For our ongoing 13 part “Does It Matter?” series, this week we dove into the numbers to see if Body Mass Index (BMI) could be used to predict the success of NFL wide receivers. After analyzing historical data, we found a BMI threshold correlating which has an increased production. Further, we found 3 2024 rookie WR’s who have much higher bust probability due to falling under the critical BMI threshold. 1 of those 3 is going in the first round of rookie dynasty drafts. Here’s a comprehensive analysis of our process and findings.
Methodology
To ensure consistency, our study focused on the top 50 fantasy football finishers since 2003, exclusively using NFL Draft Combine numbers. We used PPR fantasy scores for our data and rounded each BMI to the nearest 0.1 for simplicity. Throughout this article you will see “bottom 10” which is defined as fantasy football finishers 41-50.
Beginning: The Averages
We compiled averages for the top 1, 5, 10, 11-30th, and 31-50th finishers since 2003. This data revealed that the top 5 finishers boasted higher BMIs compared to the 31-50th finishers in 15 out of 21 seasons, accounting for 71.4%. The consistency in these averages suggested that BMI could play a role in WR success.

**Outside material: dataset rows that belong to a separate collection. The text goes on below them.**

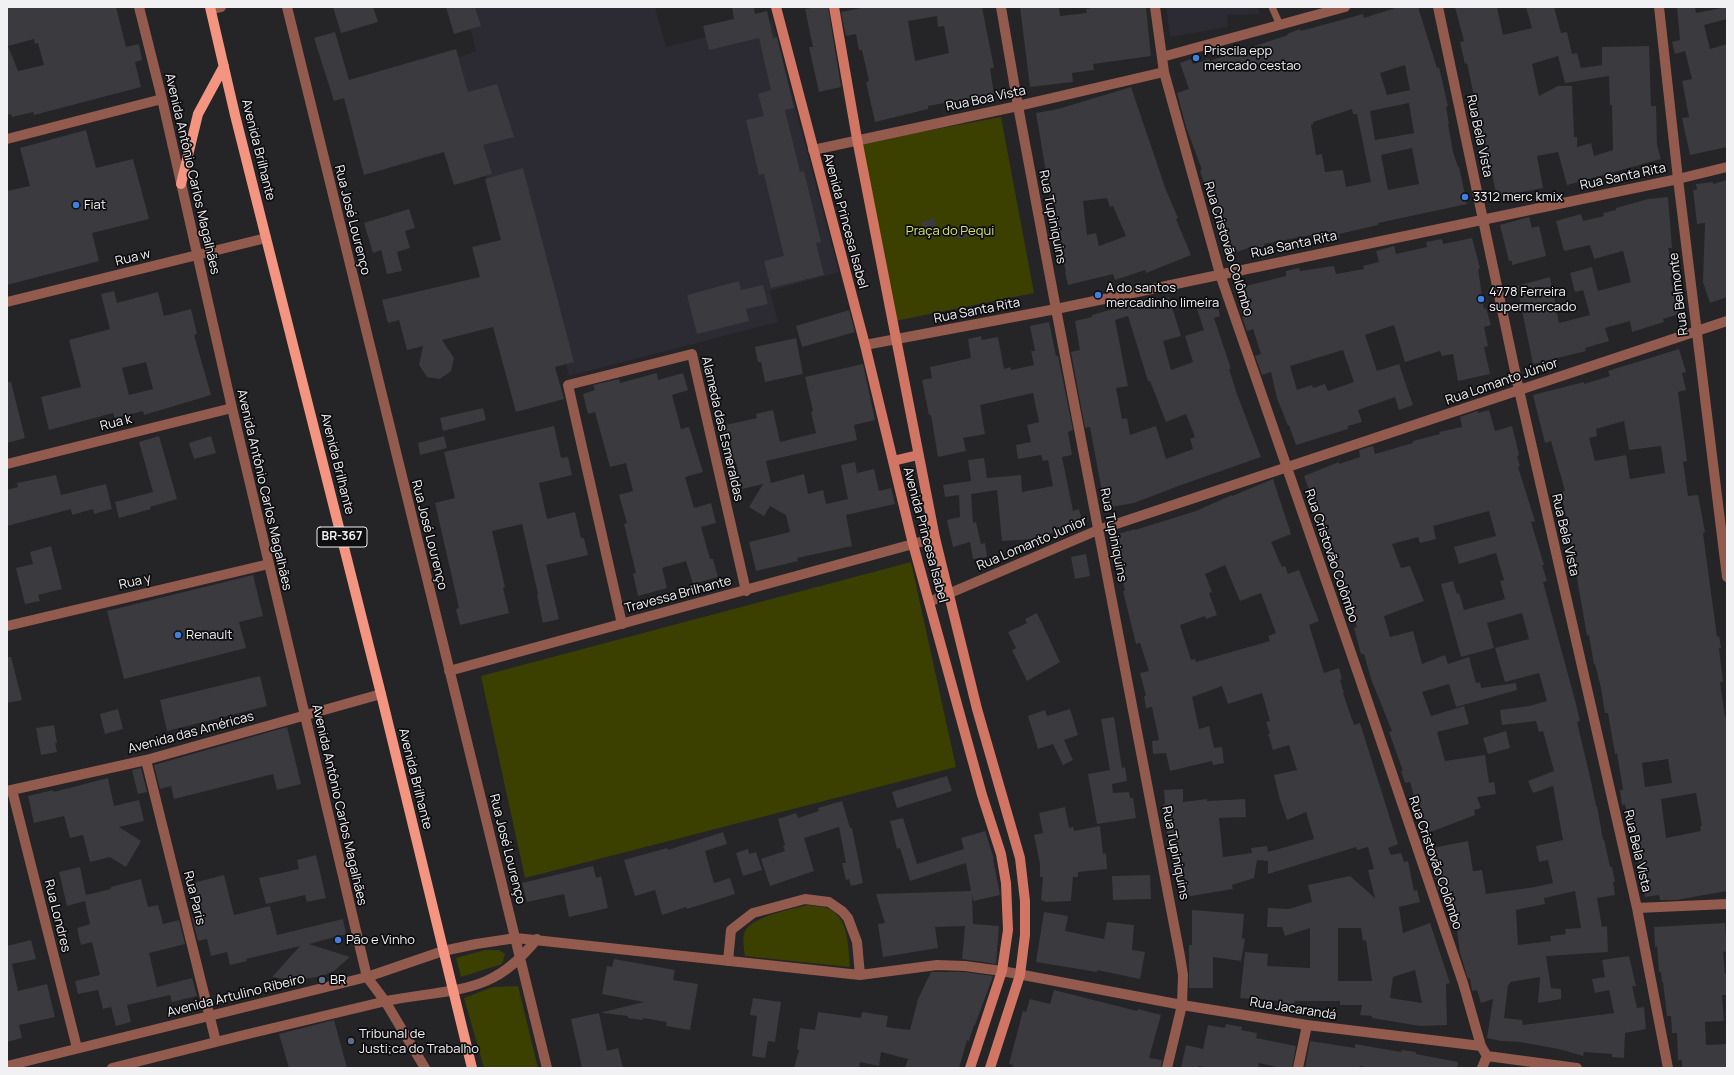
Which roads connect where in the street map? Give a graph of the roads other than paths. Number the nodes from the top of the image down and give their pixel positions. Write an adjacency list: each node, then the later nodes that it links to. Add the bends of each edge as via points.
1 (139, 7): 17 (street, Avenida Antônio Carlos Magalhães)
2 (221, 7): 12 (street)
3 (287, 7): 51 (street, Rua José Lourenço)
4 (776, 7): 21 (main road, Avenida Princesa Isabel)
5 (834, 7): 19 (main road, Avenida Princesa Isabel)
6 (1001, 7): 18 (street, Rua Tupiniquins)
7 (1155, 7): 14 (street, Rua Cristovão Colômbo)
8 (1272, 7): 13 (lane)
9 (1345, 7): 13 (street)
10 (1438, 7): 25 (street, Rua Bela Vista)
11 (1660, 7): 23 (street, Rua Belmonte)
12 (210, 8): 15 (main road, Avenida Brilhante / BR-367)
13 (1280, 25): 14 (street)
14 (1162, 57): 16 (street, Rua Cristovão Colômbo)
15 (224, 66): 24 (main road, via 198,114); 26 (main road, Avenida Brilhante / BR-367)
16 (1164, 72): 18 (street, Rua Boa Vista); 28 (street, Rua Cristovão Colômbo)
17 (162, 99): 20 (street); 24 (street, Avenida Antônio Carlos Magalhães)
18 (1018, 106): 19 (street, Rua Boa Vista); 30 (street, Rua Tupiniquins)
19 (856, 139): 21 (street, Rua Boa Vista); 33 (main road, Avenida Princesa Isabel)
20 (7, 140)
21 (813, 150): 34 (main road, Avenida Princesa Isabel)
22 (1727, 167): 23 (street, Rua Santa Rita)
23 (1678, 178): 25 (street, Rua Santa Rita); 32 (street, Rua Belmonte)
24 (181, 184): 27 (street, Avenida Antônio Carlos Magalhães)
25 (1484, 219): 28 (street, Rua Santa Rita); 35 (street, Rua Bela Vista)
26 (266, 238): 27 (street, Rua w); 52 (main road, Avenida Brilhante / BR-367)
27 (197, 256): 29 (street, Rua w); 36 (street, Avenida Antônio Carlos Magalhães)
28 (1220, 274): 30 (street, Rua Santa Rita); 40 (street, Rua Cristovão Colômbo)
29 (7, 302)
30 (1056, 309): 33 (street, Rua Santa Rita); 41 (street, Rua Tupiniquins)
31 (1727, 321): 32 (street, Rua Lomanto Júnior)
32 (1696, 330): 35 (street, Rua Lomanto Júnior); 45 (street, Rua Belmonte)
33 (895, 339): 34 (street, Rua Santa Rita); 37 (main road, Avenida Princesa Isabel)
34 (865, 345): 38 (main road, Avenida Princesa Isabel)
35 (1519, 390): 40 (street, Rua Lomanto Júnior); 57 (street, Rua Bela Vista)
36 (232, 408): 39 (street, Rua k); 44 (street, Avenida Antônio Carlos Magalhães)
37 (918, 455): 38 (main road); 42 (main road, Avenida Princesa Isabel)
38 (893, 461): 43 (main road, Avenida Princesa Isabel)
39 (7, 464)
40 (1286, 468): 41 (street, Rua Lomanto Junior); 73 (street, Rua Cristovão Colômbo, via 1463,983)
41 (1098, 530): 47 (street, Rua Lomanto Junior); 69 (street, Rua Tupiniquins, via 1172,909 1183,975)
42 (935, 538): 43 (street, Travessa Brilhante); 47 (main road, Avenida Princesa Isabel)
43 (913, 544): 46 (street, Travessa Brilhante); 48 (main road, Avenida Princesa Isabel)
44 (268, 564): 50 (street, Rua y); 53 (street, Avenida Antônio Carlos Magalhães)
45 (1727, 577)
46 (746, 591): 49 (street, Travessa Brilhante); 49 (street, Alameda das Esmeraldas, via 692,354 568,385)
47 (949, 594): 48 (street, Rua Lomanto Junior); 65 (main road, Avenida Princesa Isabel, via 977,709 1020,858 1025,901 1025,935)
48 (929, 602): 63 (main road, Avenida Princesa Isabel, via 982,795 1001,854 1006,882 1008,930)
49 (622, 624): 51 (street, Travessa Brilhante)
50 (7, 626)
51 (449, 671): 58 (street, Rua José Lourenço)
52 (381, 694): 53 (street, Avenida das Américas); 60 (main road, Avenida Brilhante / BR-367)
53 (304, 716): 54 (street, Avenida das Américas); 66 (street, Avenida Antônio Carlos Magalhães)
54 (146, 760): 55 (street, Avenida das Américas); 70 (street, Rua Paris)
55 (10, 790): 74 (street, Rua Londres)
56 (1727, 904): 57 (street)
57 (1637, 908): 87 (street, Rua Bela Vista)
58 (516, 938): 59 (street, Avenida Artulino Ribeiro); 60 (street, Avenida Artulino Ribeiro); 61 (street, Rua José Lourenço)
59 (537, 939): 61 (street); 62 (street, Avenida Artulino Ribeiro)
60 (443, 951): 66 (street, Avenida Artulino Ribeiro); 67 (main road, Avenida Brilhante / BR-367)
61 (521, 958): 67 (street, via 502,973 484,982); 80 (street, Rua José Lourenço)
62 (728, 961): 64 (street, Rua Jacarandá); 64 (street, via 731,930 753,913 805,899 829,902 848,918 856,942)
63 (1002, 971): 64 (street, Rua Jacarandá, via 937,965); 65 (street, Rua Jacarandá); 81 (main road, Avenida Princesa Isabel)
64 (860, 975)
65 (1020, 975): 69 (street, Rua Jacarandá); 82 (main road, Avenida Princesa Isabel)
66 (367, 977): 68 (street); 70 (street, Avenida Artulino Ribeiro)
67 (453, 990): 68 (street); 79 (main road, Avenida Brilhante / BR-367)
68 (385, 1001): 72 (street); 78 (street)
69 (1182, 1005): 71 (street, Rua Jacarandá); 83 (street, Rua Tupiniquins)
70 (210, 1016): 72 (street, Rua Paris); 74 (street, Avenida Artulino Ribeiro)
71 (1307, 1026): 73 (street, Rua Jacarandá); 84 (street)
72 (216, 1042): 77 (street)
73 (1481, 1046): 75 (street)
74 (77, 1048): 76 (street, Avenida Artulino Ribeiro)
75 (1486, 1056): 85 (street); 86 (street)
76 (7, 1066)
77 (112, 1068)
78 (425, 1068)
79 (472, 1068)
80 (547, 1068)
81 (970, 1068)
82 (990, 1068)
83 (1167, 1068)
84 (1298, 1068)
85 (1482, 1068)
86 (1577, 1068)
87 (1668, 1068)

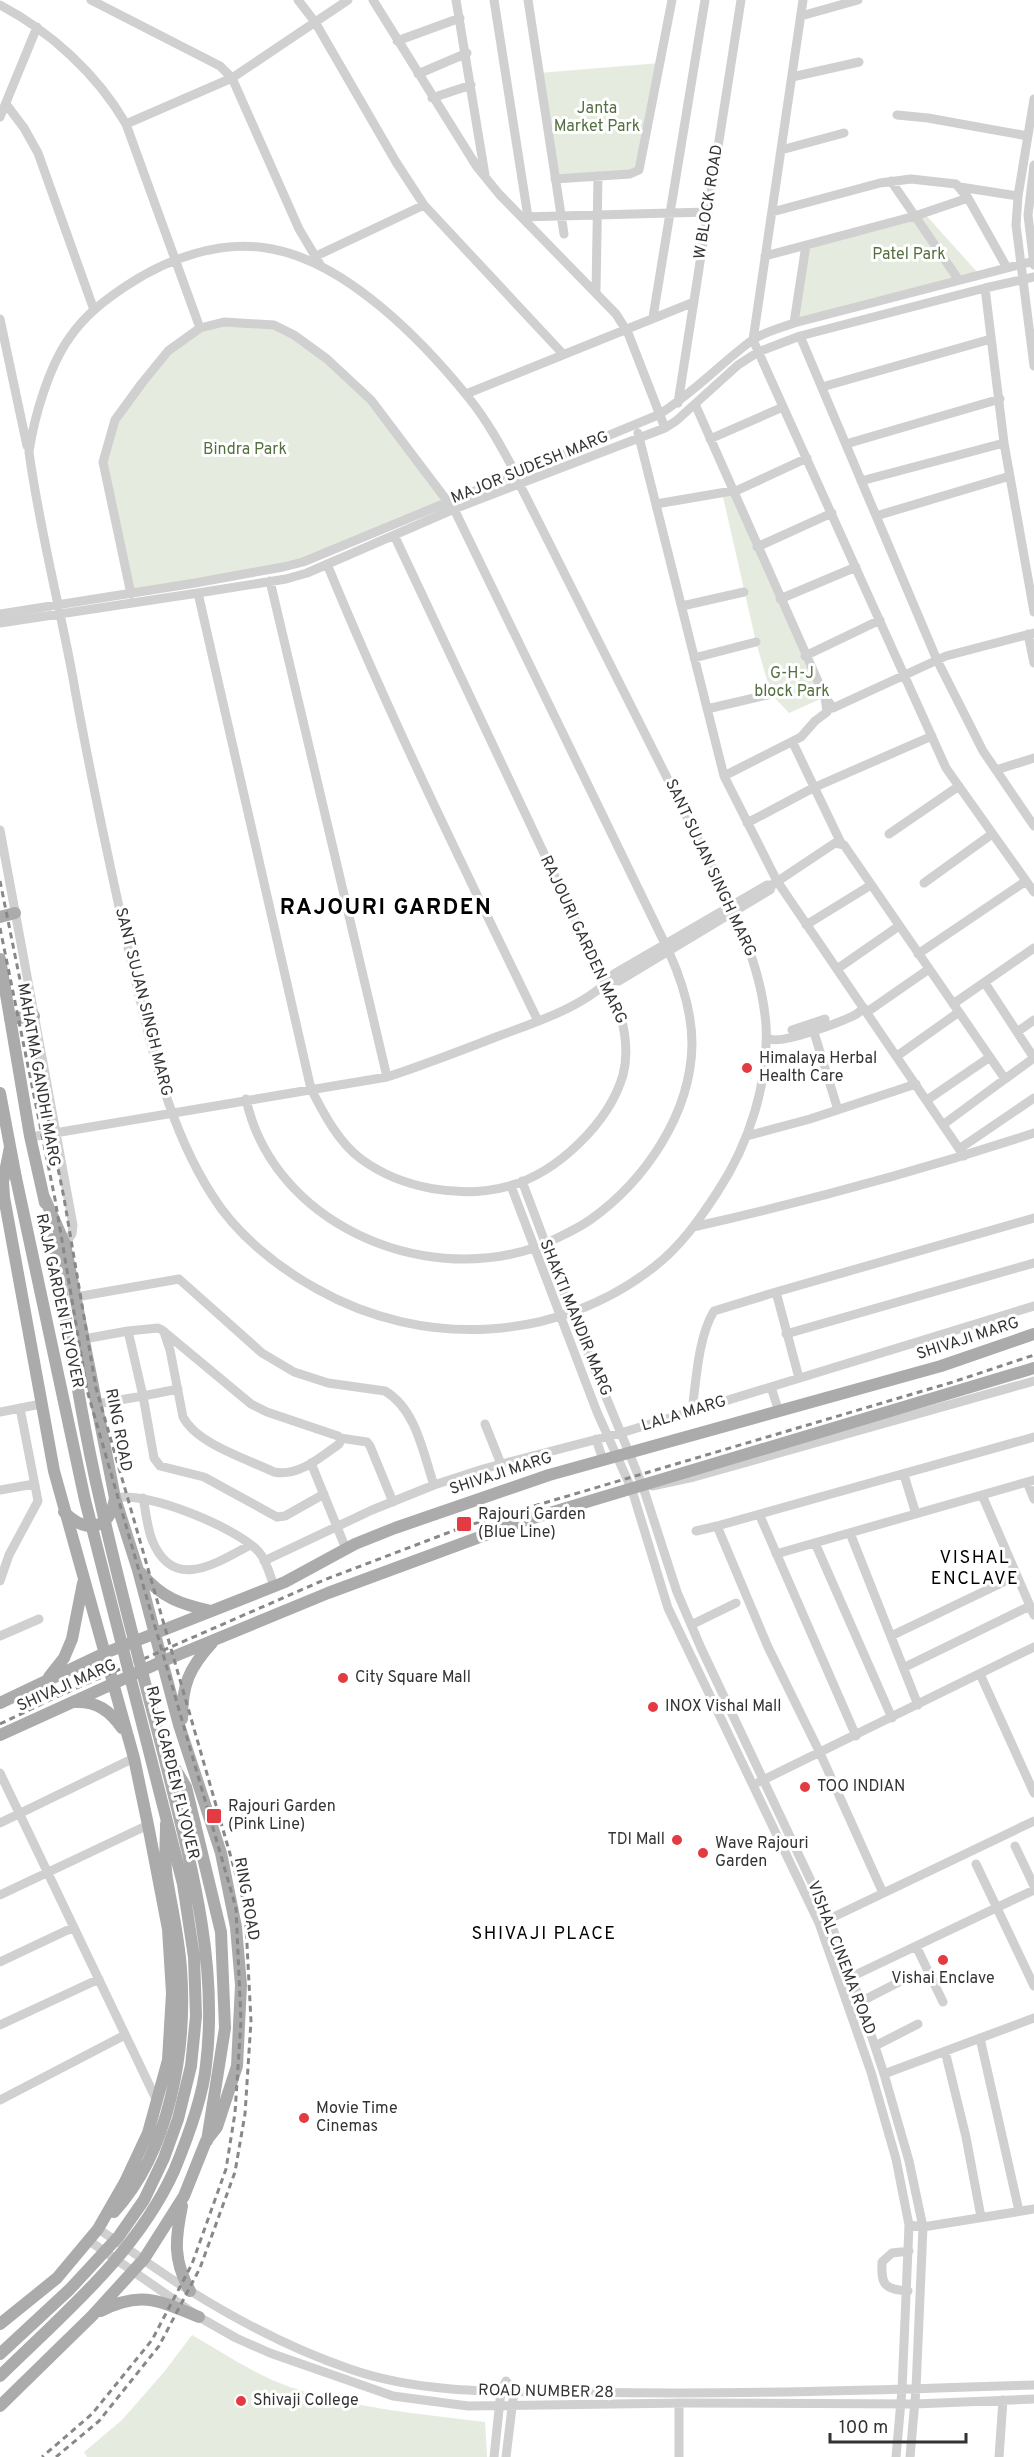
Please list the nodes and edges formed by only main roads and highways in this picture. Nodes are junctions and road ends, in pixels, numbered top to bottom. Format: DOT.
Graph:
graph roads {
  1 [pos="15,913"];
  2 [pos="0,917"];
  3 [pos="0,959"];
  4 [pos="34,1016"];
  5 [pos="10,1019"];
  6 [pos="0,1093"];
  7 [pos="5,1147"];
  8 [pos="2,1182"];
  9 [pos="44,1197"];
  10 [pos="1034,1334"];
  11 [pos="1034,1368"];
  12 [pos="115,1498"];
  13 [pos="64,1511"];
  14 [pos="138,1570"];
  15 [pos="85,1576"];
  16 [pos="212,1611"];
  17 [pos="155,1634"];
  18 [pos="215,1640"];
  19 [pos="105,1653"];
  20 [pos="163,1662"];
  21 [pos="46,1681"];
  22 [pos="112,1684"];
  23 [pos="73,1702"];
  24 [pos="0,1703"];
  25 [pos="0,1735"];
  26 [pos="183,1735"];
  27 [pos="128,1737"];
  28 [pos="161,1744"];
  29 [pos="166,1813"];
  30 [pos="207,2141"];
  31 [pos="184,2196"];
  32 [pos="98,2229"];
  33 [pos="190,2292"];
  34 [pos="92,2316"];
  35 [pos="199,2317"];
  36 [pos="0,2324"];
  37 [pos="0,2354"];
  38 [pos="0,2377"];
  39 [pos="15,2391"];
  40 [pos="0,2406"];
  1 -- 2 [label="main road"];
  3 -- 5 [label="main road, MAHATMA GANDHI MARG"];
  4 -- 5 [label="main road"];
  5 -- 9 [label="main road, MAHATMA GANDHI MARG"];
  6 -- 7 [label="main road"];
  7 -- 8 [label="main road"];
  7 -- 29 [label="main road, RAJA GARDEN FLYOVER, bridge"];
  8 -- 13 [label="main road"];
  9 -- 12 [label="main road, RING ROAD"];
  9 -- 28 [label="main road, RAJA GARDEN FLYOVER, bridge"];
  10 -- 16 [label="main road, SHIVAJI MARG"];
  11 -- 18 [label="main road, SHIVAJI MARG"];
  12 -- 13 [label="main road"];
  12 -- 14 [label="main road, RING ROAD"];
  13 -- 15 [label="main road"];
  14 -- 16 [label="main road"];
  14 -- 17 [label="main road, RING ROAD"];
  15 -- 19 [label="main road"];
  15 -- 21 [label="main road"];
  16 -- 17 [label="main road, SHIVAJI MARG"];
  17 -- 19 [label="main road, SHIVAJI MARG"];
  17 -- 20 [label="main road, RING ROAD"];
  18 -- 20 [label="main road, SHIVAJI MARG"];
  18 -- 26 [label="main road"];
  19 -- 21 [label="main road, SHIVAJI MARG"];
  19 -- 22 [label="main road"];
  20 -- 22 [label="main road, SHIVAJI MARG"];
  20 -- 26 [label="main road, RING ROAD"];
  21 -- 24 [label="main road, SHIVAJI MARG"];
  22 -- 23 [label="main road, SHIVAJI MARG"];
  22 -- 27 [label="main road"];
  23 -- 25 [label="main road, SHIVAJI MARG"];
  23 -- 27 [label="main road"];
  26 -- 30 [label="main road, RING ROAD"];
  27 -- 32 [label="main road"];
  28 -- 30 [label="main road, bridge"];
  28 -- 38 [label="main road, RAJA GARDEN FLYOVER, bridge"];
  29 -- 32 [label="main road, bridge"];
  29 -- 37 [label="main road, RAJA GARDEN FLYOVER, bridge"];
  30 -- 31 [label="main road, RING ROAD"];
  31 -- 33 [label="main road"];
  31 -- 34 [label="main road, RING ROAD"];
  32 -- 36 [label="main road"];
  34 -- 35 [label="main road"];
  34 -- 39 [label="main road, RING ROAD"];
  38 -- 39 [label="main road"];
  39 -- 40 [label="main road, RING ROAD"];
}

More In Depth Historical WR Look
We segmented the top 10 and bottom 10 finishers into 0.1 BMI increments and compared both charts. This aimed to visualize where performance significantly increases. As you can see, both charts look unimodal, although the top 10 looks more weighted around higher BMI’s.
Differences Chart and the WR BMI Threshold
We created a differences chart comparing each BMI plus the next 1.0 by subtracting the bottom 10 results from the top 10. The purpose of this chart is to find a threshold, or range. The chart’s desired outcome is a negative number for unique differences (Orange) and a positive number for non-unique differences (Blue). This would indicate consistent top level performance. Overwhelmingly positive numbers after a BMI of 26.0 established this as our preferred threshold. Therefore, a BMI of 26.0 became the focus of our study going forward.
An Average WR BMI, Or An Average Top Performing WR BMI?
To establish a baseline, we analyzed WRs who finished in the bottom 10 (41st to 50th place) by fantasy points from 2003 to 2023. Out of 210 WRs in this range, 143 had a BMI at or above 26.0. This accounts for 68.1% and established our baseline for what could be considered an “average” WR’s BMI threshold. If more than 68.1% occurs in the top 10, then we found a BMI that occurs more frequently. For the top 10, these 210 WRs had 177 with a BMI above 26.0. This equates to 84.3%. and marked a significant 16.2% increase from the bottom 10 finishers! This suggests that a higher BMI is a common trait among top-performing WRs.
Verifying the Optimal WR BMI Range: Fine-Tuning
To make sure we found the optimal range, we upgraded our spreadsheet to quickly adjust and test various BMI ranges. This allowed us to efficiently identify the threshold which produces the highest percentage of top 10 finishes. Through this, we realized that altering the range to 26.3 BMI and above resulted in a 21.0% increased appearance rate in the top 10 when compared to the bottom 10 since 2003. Therefore, this range will be the subject of this research going forward and will be our optimal range for Wide Receiver BMI.
Establishing the Critical BMI Threshold for Wide Receivers
We next looked to identify our critical value for BMI amongst Wide Receivers. The critical value is simply the threshold at which an outcome change could occur. Here is the breakdown of different thresholds and the minimum BMI seen in each threshold since 2003:
- Top 10 Max: 23.0
- Top 20 Max: 23.0
- Top 30 Max: 23.0
- Top 40 Max: 23.0
- Top 50 Max: 23.0
Due to these findings, 23.0 is our critical value when it comes to BMI for Wide Receivers. This critical value will be a crucial part for producing our StarPredictor Score (SPS) model, which will focus on predicting successes and busts. We are hoping to have this model fully functional by the beginning of the 2027 NFL season. You can subscribe to our mailing list to get updates on this model when it begins coming out here:
Decadal Differences
We also compared BMI thresholds across different finishers categories (top 10, 11-40th place, and bottom 10) over the last two decades. The following insights can be seen:
- 2003-2013: Our BMI threshold was less influential, showing less improvement from the bottom 10 to the top 10.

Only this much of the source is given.